Initializing struct in C

Given:

void initialize(queue * ptr); 

Pass it like this:

queue q; // caller allocates a queue initialize(&q); // now q is initialized 

Also, it's allocated by the caller -- don't malloc it.

// bad void initialize_bad(queue * ptr){ ptr=malloc(sizeof(queue)); << nope. already created by the caller. this is a leak ptr->first=0; ptr->last=0; ptr->count=0; } // good void initialize_good(queue * ptr){ ptr->first=0; ptr->last=0; ptr->count=0; // ptr->Array= ???; } 

If you prefer to malloc it, then consider returning a new allocation by using this approach:

queue* NewQueue() { // calloc actually works in this case: queue* ptr = (queue*)calloc(1, sizeof(queue)); // init here return ptr; } 

Ultimately, what is 'wrong' is that your implementation passes a pointer by value, immediately reassigns the pointer to a new malloc'ed allocation, initializes the malloc'ed region as desired, without ever modifying the argument, and introducing a leak.

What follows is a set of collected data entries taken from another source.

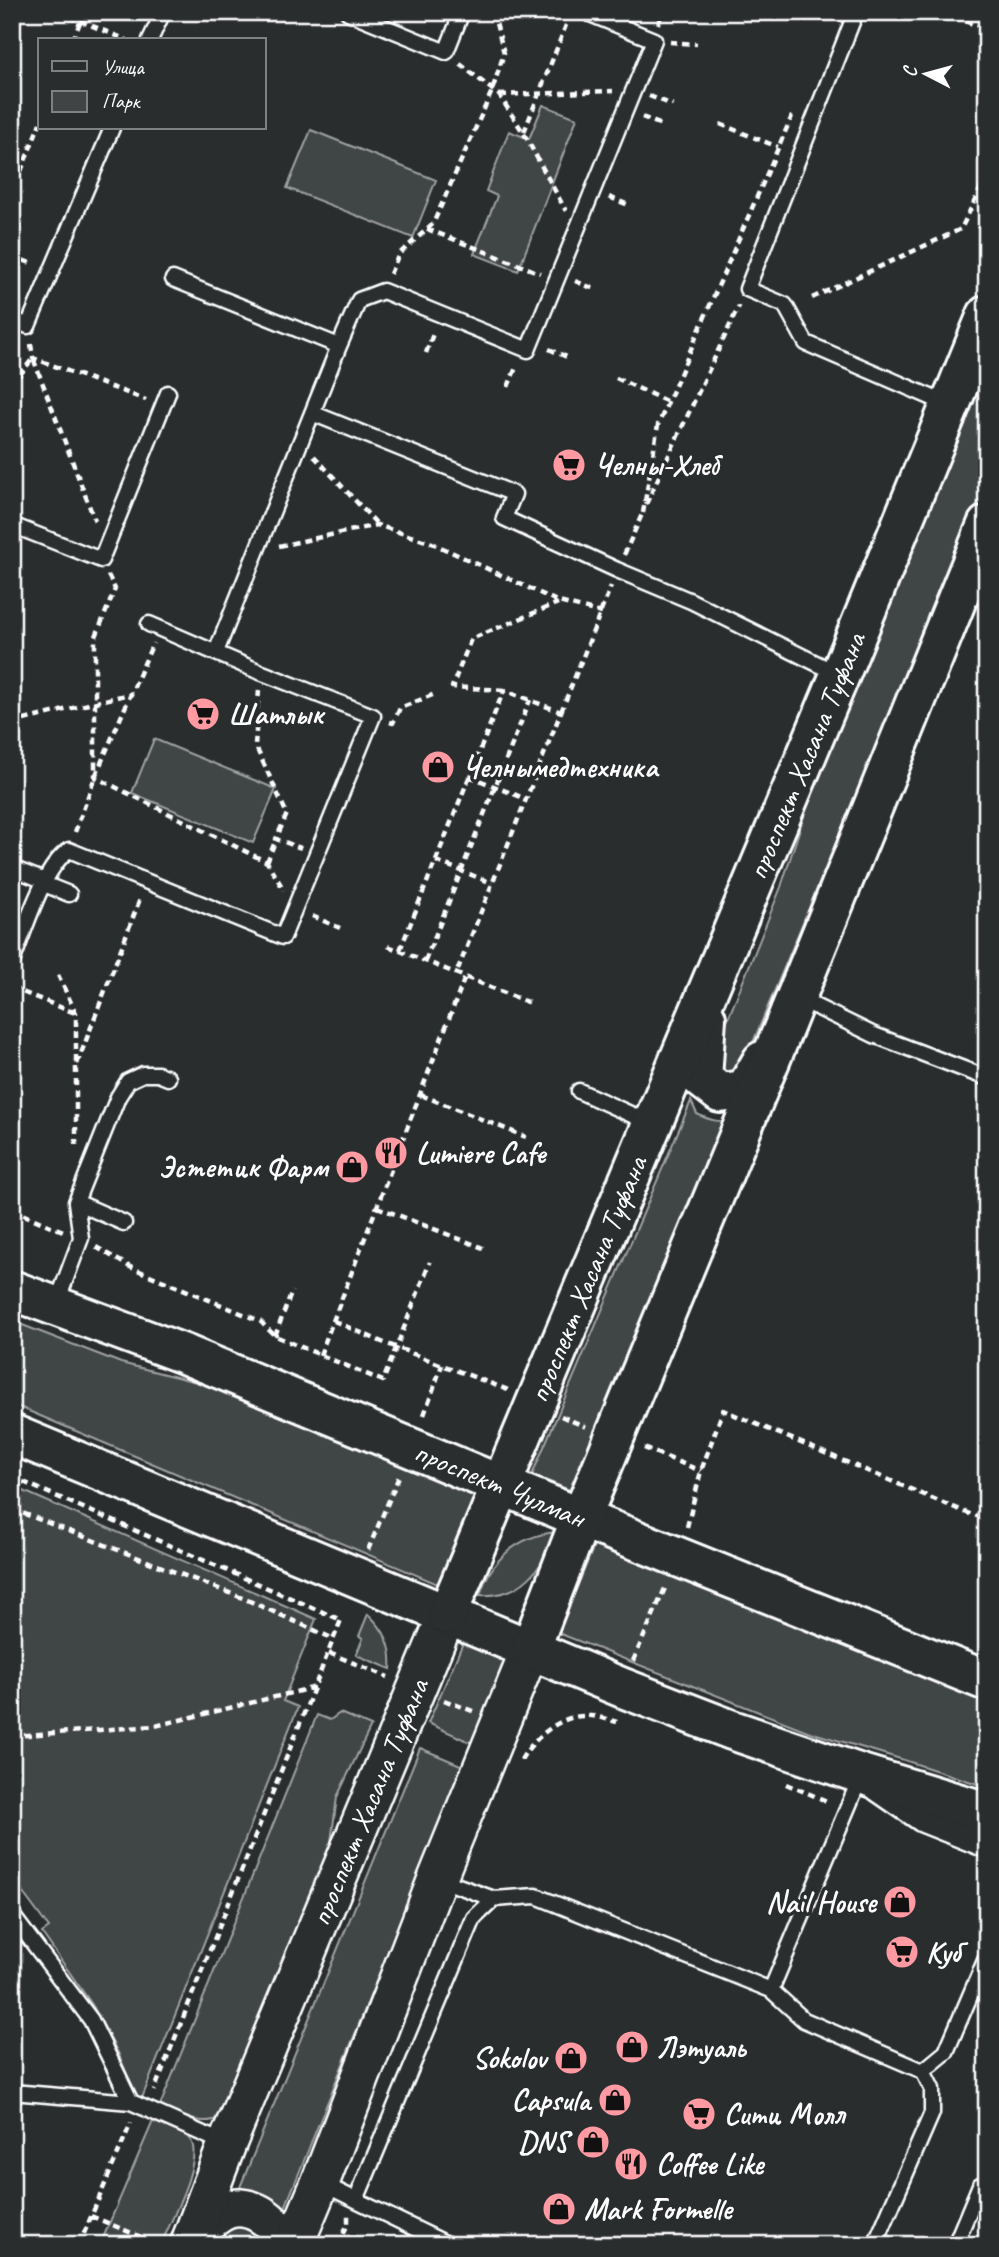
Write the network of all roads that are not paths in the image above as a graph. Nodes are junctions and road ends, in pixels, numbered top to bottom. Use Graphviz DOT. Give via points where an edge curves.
graph roads {
  1 [pos="163,12"];
  2 [pos="348,12"];
  3 [pos="462,12"];
  4 [pos="585,12"];
  5 [pos="856,12"];
  6 [pos="151,38"];
  7 [pos="112,130"];
  8 [pos="173,279"];
  9 [pos="987,315"];
  10 [pos="12,319"];
  11 [pos="339,346"];
  12 [pos="166,400"];
  13 [pos="950,405"];
  14 [pos="312,413"];
  15 [pos="12,524"];
  16 [pos="983,546"];
  17 [pos="149,625"];
  18 [pos="216,652"];
  19 [pos="840,675"];
  20 [pos="12,868"];
  21 [pos="44,883"];
  22 [pos="69,894"];
  23 [pos="12,962"];
  24 [pos="707,988"];
  25 [pos="791,1010"];
  26 [pos="168,1078"];
  27 [pos="987,1078"];
  28 [pos="579,1091"];
  29 [pos="651,1124"];
  30 [pos="76,1202"];
  31 [pos="124,1223"];
  32 [pos="12,1290"];
  33 [pos="55,1307"];
  34 [pos="12,1434"];
  35 [pos="501,1484"];
  36 [pos="581,1518"];
  37 [pos="447,1615"];
  38 [pos="530,1650"];
  39 [pos="987,1681"];
  40 [pos="861,1774"];
  41 [pos="987,1812"];
  42 [pos="987,1842"];
  43 [pos="437,1879"];
  44 [pos="494,1899"];
  45 [pos="12,1915"];
  46 [pos="987,1956"];
  47 [pos="771,1990"];
  48 [pos="923,2071"];
  49 [pos="12,2092"];
  50 [pos="137,2106"];
  51 [pos="227,2144"];
  52 [pos="320,2183"];
  53 [pos="987,2187"];
  54 [pos="356,2200"];
  55 [pos="180,2242"];
  56 [pos="282,2245"];
  57 [pos="294,2245"];
  58 [pos="449,2245"];
  59 [pos="872,2245"];
  60 [pos="955,2245"];
  1 -- 6 [label="lane"];
  2 -- 3 [label="lane" via="446,52"];
  4 -- 11 [label="lane" via="654,40 528,350 383,291 359,300"];
  5 -- 13 [label="lane" via="747,289 785,305 806,343"];
  7 -- 10 [label="lane" via="28,326"];
  8 -- 11 [label="lane"];
  9 -- 13 [label="main road, проспект Хасана Туфана"];
  11 -- 14 [label="lane"];
  12 -- 15 [label="lane" via="103,554"];
  13 -- 19 [label="main road, проспект Хасана Туфана"];
  14 -- 18 [label="lane"];
  14 -- 19 [label="lane" via="514,494 504,517 691,601"];
  16 -- 25 [label="main road"];
  17 -- 18 [label="lane"];
  18 -- 21 [label="lane" via="373,716 283,937 69,850 57,857"];
  19 -- 24 [label="main road, проспект Хасана Туфана"];
  20 -- 21 [label="lane"];
  21 -- 22 [label="lane"];
  21 -- 23 [label="lane"];
  24 -- 25 [label="main road" via="702,1079 720,1093 745,1090"];
  24 -- 29 [label="main road, проспект Хасана Туфана"];
  25 -- 27 [label="lane" via="874,1035"];
  25 -- 36 [label="main road"];
  26 -- 30 [label="lane" via="143,1074 128,1081"];
  28 -- 29 [label="lane"];
  29 -- 35 [label="main road, проспект Хасана Туфана"];
  30 -- 31 [label="lane"];
  30 -- 33 [label="lane" via="80,1238"];
  32 -- 33 [label="main road, проспект Чулман"];
  33 -- 35 [label="main road, проспект Чулман" via="184,1354"];
  34 -- 37 [label="main road"];
  35 -- 36 [label="main road, проспект Чулман"];
  35 -- 37 [label="main road, проспект Хасана Туфана"];
  36 -- 38 [label="main road"];
  36 -- 39 [label="main road, проспект Чулман"];
  37 -- 38 [label="main road"];
  37 -- 51 [label="street, проспект Хасана Туфана"];
  38 -- 40 [label="main road" via="732,1730"];
  38 -- 43 [label="street"];
  40 -- 41 [label="main road"];
  40 -- 42 [label="street" via="924,1817"];
  40 -- 47 [label="lane"];
  43 -- 44 [label="lane"];
  43 -- 52 [label="street"];
  44 -- 47 [label="lane" via="536,1896"];
  44 -- 54 [label="lane" via="474,1918"];
  45 -- 50 [label="lane" via="91,2020"];
  46 -- 48 [label="lane" via="946,2052"];
  47 -- 48 [label="lane" via="804,2020"];
  48 -- 59 [label="lane" via="932,2090 932,2113"];
  49 -- 50 [label="lane"];
  50 -- 51 [label="lane"];
  51 -- 55 [label="street, проспект Хасана Туфана"];
  52 -- 54 [label="lane"];
  52 -- 57 [label="street"];
  53 -- 60 [label="lane" via="980,2185"];
  54 -- 58 [label="lane"];
  55 -- 56 [label="street" via="224,2210 242,2208 266,2215"];
}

Here is the smallest alteration to your program which should correct your problem:

void initialize(queue * * pptr) { queue * ptr; ptr=malloc(sizeof(queue)); if (ptr) { ptr->first=0; ptr->last=0; ptr->count=0; } /* The assignment on the next line assigns the newly allocated pointer into memory which the caller can access -- because the caller gave us the address of (i.e. pointer to) such memory in the parameter pptr. */ *pptr = ptr; } 

The most important change is to pass a queue ** to your initialize function -- otherwise you are changing a copy of the queue * supplied as the actual parameter when you call initialize(). By passing a pointer to the pointer, you can access the original variable which stores the pointer in your caller.

I couldn't resist and also added a check for NULL returned from malloc(). That doesn't address your problem, but I couldn't bring myself to post code that didn't do it.